Thanks to recent clinical studies, the incidence of Axillary Web Syndrome is becoming clearer, but larger more detailed studies are still needed. One study from 2009 reported 48% of patients experienced Axillary Web Syndrome following axillary lymph-node dissection (Torres Lacomba, M., et al. Axillary web syndrome after axillary dissection in breast cancer: a prospective study. Breast Cancer Res Treat. 2009 Oct;117(3):625-30.), while another study in 2011 reported an incidence rate of 28% in the early postoperative period (45 days) (Bergmann, A., et al. Incidence and risk factors for axillary web syndrome after breast cancer surgery. Breast Cancer Res Treat. 2012 Feb;131(3):987-92.). The incidence rate will certainly vary based on characteristics of the patients themselves, as well with the type of lymph node procedure performed. Less invasive axillary surgeries are likely to exhibit a smaller incidence rate. In the Bergmann study, women who underwent sentinel lymph node biopsy appeared to have a 68% reduction in risk of Axillary Web Syndrome compared with patients who underwent the more invasive procedure of axillary node dissection.

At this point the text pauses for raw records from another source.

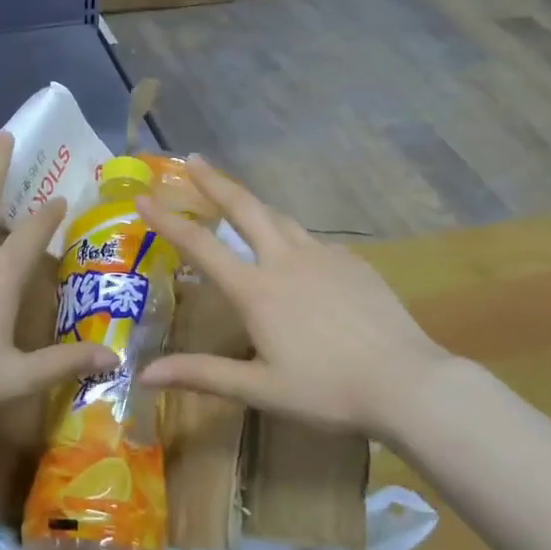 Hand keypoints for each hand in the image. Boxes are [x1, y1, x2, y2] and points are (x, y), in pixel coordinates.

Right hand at [137, 158, 453, 439]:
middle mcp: (286, 260)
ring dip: (254, 205)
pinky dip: (292, 239)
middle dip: (215, 181)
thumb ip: (201, 374)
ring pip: (281, 219)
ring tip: (239, 202)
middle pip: (245, 208)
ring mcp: (324, 256)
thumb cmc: (327, 390)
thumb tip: (144, 373)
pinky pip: (313, 242)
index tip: (144, 198)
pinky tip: (297, 257)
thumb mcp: (259, 389)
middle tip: (195, 159)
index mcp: (257, 290)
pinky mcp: (353, 262)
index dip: (168, 221)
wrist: (407, 382)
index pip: (201, 246) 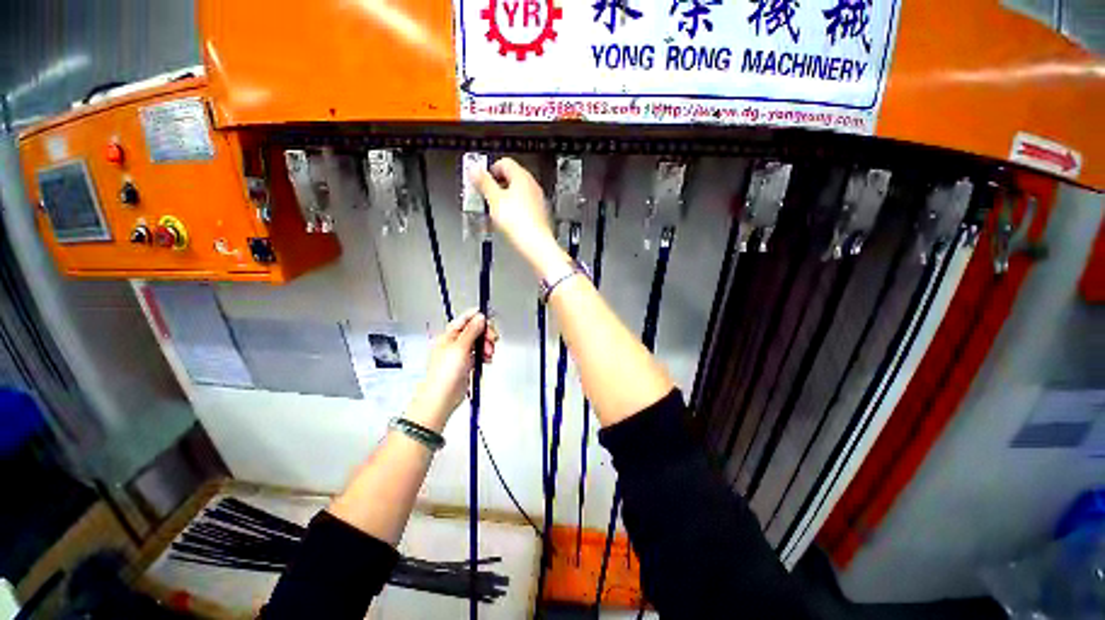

Although a gold-standard of care is not yet established, various physiotherapy protocols have been reported in a handful of studies to be beneficial for improving limb function and range of motion in patients with this Axillary Web Syndrome (for example: Lauridsen M.C., et al. The effect of physiotherapy on shoulder function in patients surgically treated for breast cancer: a randomized study. Acta Oncol. 2005;44:449-57.). Our own anecdotal experience at Toronto Physiotherapy also suggests good success with manual therapy approaches. Although Axillary Web Syndrome may be painful, functionally limiting, and alarming given the lack of available information, patients can take comfort in knowing that the condition is generally self-limiting, and that viable manual therapy options do exist.